+++ Data shown +++

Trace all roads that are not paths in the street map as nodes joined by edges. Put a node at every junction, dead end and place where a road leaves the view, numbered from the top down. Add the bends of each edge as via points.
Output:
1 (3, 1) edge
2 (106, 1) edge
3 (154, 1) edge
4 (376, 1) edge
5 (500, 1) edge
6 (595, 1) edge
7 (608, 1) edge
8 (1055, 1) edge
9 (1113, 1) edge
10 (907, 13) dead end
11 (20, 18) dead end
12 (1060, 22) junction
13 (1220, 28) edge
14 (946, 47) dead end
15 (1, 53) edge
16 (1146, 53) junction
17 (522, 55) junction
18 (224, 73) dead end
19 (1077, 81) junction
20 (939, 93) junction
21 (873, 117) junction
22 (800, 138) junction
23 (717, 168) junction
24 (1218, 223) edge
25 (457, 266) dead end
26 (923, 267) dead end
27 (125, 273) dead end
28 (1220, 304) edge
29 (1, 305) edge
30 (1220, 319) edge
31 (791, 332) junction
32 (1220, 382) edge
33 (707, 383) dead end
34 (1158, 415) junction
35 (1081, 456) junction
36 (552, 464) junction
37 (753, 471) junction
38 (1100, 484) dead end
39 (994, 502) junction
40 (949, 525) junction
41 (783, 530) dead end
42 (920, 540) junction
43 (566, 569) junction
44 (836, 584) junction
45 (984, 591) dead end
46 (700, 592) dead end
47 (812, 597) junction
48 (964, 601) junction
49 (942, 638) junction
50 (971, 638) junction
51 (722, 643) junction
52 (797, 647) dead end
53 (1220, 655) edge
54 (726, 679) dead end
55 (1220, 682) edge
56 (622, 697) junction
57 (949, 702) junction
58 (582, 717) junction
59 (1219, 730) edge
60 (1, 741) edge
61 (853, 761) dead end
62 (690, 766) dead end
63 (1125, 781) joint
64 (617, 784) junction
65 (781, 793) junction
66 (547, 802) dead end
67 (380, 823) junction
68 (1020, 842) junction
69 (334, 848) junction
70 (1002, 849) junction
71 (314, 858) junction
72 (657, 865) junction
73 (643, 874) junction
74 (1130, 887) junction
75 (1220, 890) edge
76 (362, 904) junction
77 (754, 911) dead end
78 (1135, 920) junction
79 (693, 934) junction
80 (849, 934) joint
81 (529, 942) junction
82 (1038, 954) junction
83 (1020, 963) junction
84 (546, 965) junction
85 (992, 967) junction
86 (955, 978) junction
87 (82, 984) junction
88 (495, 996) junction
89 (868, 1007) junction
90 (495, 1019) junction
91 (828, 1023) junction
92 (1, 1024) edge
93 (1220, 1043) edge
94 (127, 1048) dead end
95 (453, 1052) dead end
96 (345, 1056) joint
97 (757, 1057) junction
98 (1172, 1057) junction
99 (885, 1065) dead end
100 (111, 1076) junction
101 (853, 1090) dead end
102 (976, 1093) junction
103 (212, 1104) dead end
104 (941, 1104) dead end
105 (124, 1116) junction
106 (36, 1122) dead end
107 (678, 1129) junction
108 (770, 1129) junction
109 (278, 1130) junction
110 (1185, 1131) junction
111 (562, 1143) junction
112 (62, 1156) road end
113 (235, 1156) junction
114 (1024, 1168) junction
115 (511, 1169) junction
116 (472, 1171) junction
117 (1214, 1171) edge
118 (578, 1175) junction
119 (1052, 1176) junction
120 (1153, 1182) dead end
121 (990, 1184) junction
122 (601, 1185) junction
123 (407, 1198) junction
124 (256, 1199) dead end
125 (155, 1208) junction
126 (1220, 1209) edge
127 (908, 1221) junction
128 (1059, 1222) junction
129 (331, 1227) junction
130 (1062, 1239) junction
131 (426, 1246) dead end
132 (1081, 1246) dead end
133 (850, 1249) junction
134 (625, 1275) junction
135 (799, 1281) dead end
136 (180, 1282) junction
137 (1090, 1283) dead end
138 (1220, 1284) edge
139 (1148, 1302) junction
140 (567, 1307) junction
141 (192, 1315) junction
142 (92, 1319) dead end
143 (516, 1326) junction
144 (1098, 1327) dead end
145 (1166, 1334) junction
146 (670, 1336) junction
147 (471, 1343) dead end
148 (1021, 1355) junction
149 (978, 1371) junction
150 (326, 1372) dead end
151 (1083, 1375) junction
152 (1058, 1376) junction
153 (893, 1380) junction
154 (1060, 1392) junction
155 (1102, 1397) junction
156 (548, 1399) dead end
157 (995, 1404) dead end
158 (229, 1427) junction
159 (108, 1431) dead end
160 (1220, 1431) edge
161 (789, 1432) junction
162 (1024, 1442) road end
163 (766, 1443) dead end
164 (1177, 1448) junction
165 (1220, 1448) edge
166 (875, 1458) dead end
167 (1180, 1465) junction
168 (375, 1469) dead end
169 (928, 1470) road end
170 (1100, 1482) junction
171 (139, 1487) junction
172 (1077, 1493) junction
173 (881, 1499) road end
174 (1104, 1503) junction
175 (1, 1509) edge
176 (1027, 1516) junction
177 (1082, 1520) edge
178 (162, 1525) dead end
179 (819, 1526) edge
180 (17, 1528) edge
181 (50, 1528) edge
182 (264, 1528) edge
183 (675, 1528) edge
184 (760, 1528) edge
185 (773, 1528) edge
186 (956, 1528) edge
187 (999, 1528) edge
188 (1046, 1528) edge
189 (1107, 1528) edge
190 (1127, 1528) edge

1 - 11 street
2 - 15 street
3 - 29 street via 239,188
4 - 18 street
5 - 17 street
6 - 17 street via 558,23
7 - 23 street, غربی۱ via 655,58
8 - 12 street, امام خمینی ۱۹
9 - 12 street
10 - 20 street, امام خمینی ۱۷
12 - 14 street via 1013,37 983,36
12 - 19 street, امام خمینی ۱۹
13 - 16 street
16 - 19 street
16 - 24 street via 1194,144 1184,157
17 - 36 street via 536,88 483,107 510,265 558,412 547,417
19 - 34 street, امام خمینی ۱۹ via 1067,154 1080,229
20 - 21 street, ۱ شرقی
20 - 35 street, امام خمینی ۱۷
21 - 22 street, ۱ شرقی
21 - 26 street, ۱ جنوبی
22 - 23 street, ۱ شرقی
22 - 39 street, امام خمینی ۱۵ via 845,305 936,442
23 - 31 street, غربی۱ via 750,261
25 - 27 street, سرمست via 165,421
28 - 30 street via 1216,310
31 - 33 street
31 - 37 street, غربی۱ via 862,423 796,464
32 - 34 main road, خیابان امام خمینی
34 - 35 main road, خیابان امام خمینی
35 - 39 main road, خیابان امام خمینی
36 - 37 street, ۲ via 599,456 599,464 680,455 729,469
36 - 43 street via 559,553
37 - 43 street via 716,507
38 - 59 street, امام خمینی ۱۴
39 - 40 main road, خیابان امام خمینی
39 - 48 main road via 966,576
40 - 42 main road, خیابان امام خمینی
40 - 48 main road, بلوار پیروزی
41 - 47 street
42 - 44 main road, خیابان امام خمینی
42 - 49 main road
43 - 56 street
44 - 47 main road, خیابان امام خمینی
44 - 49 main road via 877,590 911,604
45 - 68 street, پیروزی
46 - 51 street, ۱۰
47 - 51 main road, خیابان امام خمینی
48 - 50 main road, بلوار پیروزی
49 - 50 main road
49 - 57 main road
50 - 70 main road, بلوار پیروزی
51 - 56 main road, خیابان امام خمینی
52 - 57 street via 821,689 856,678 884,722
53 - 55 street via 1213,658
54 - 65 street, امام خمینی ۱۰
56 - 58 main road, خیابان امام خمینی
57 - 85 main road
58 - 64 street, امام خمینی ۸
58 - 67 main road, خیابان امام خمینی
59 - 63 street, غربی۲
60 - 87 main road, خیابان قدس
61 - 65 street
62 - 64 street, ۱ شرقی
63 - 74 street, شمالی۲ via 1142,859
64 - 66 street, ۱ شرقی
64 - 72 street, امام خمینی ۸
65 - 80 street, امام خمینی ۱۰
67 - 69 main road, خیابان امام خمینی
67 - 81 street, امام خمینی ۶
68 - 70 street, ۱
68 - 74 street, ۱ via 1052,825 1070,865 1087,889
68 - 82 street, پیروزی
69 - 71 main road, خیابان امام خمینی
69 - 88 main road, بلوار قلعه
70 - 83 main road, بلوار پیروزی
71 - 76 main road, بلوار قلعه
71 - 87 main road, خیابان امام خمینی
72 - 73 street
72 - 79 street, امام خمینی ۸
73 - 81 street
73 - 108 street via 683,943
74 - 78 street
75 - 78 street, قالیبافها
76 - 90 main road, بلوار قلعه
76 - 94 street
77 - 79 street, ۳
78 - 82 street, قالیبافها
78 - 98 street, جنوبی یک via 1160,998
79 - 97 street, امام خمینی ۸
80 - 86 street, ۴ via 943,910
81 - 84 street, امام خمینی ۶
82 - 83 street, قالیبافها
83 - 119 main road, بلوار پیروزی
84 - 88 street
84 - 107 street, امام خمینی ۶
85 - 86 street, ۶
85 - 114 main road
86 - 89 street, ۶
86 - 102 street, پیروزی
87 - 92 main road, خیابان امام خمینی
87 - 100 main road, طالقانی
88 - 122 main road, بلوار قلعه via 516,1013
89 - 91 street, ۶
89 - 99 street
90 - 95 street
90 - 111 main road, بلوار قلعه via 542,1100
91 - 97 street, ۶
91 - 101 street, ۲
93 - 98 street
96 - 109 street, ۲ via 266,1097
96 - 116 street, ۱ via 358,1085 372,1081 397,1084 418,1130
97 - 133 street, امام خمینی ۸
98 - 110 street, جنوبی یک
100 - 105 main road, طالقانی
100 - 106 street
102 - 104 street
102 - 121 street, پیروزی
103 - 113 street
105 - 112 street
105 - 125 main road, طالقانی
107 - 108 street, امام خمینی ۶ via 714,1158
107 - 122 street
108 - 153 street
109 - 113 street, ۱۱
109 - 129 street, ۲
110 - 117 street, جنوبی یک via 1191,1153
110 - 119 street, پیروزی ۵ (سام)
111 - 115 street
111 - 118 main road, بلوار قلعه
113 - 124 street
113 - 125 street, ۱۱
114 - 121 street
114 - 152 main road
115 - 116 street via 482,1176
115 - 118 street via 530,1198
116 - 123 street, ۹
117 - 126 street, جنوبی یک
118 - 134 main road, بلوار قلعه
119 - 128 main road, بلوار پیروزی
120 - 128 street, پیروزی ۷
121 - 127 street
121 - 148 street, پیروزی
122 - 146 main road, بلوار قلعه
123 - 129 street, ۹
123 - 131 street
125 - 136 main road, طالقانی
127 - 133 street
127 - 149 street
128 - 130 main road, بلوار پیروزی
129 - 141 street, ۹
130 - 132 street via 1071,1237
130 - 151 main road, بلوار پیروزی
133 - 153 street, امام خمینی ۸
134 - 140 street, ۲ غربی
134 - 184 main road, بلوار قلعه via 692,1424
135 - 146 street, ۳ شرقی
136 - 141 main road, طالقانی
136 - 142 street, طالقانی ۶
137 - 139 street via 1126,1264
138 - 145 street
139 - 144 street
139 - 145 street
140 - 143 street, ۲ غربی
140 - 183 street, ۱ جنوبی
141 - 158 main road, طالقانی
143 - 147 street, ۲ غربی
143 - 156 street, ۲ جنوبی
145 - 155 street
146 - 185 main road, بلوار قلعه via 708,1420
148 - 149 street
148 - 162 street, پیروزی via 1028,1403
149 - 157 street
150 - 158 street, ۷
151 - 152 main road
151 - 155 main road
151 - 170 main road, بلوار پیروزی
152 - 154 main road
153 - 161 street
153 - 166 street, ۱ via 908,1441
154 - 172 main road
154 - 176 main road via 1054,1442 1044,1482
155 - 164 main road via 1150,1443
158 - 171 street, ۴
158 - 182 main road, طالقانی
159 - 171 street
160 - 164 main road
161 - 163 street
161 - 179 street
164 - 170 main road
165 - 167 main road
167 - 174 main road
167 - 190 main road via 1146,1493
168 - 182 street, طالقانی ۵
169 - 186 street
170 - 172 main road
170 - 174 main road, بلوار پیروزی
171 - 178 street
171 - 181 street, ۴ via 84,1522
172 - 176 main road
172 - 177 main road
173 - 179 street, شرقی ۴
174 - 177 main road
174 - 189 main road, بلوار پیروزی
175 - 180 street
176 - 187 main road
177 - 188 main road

+++

- Required work
Look through the data above and report every line in which "قالیبافها" appears.

- Result of this task
75 - 78 street, قالیبافها
78 - 82 street, قالیبافها
82 - 83 street, قالیبافها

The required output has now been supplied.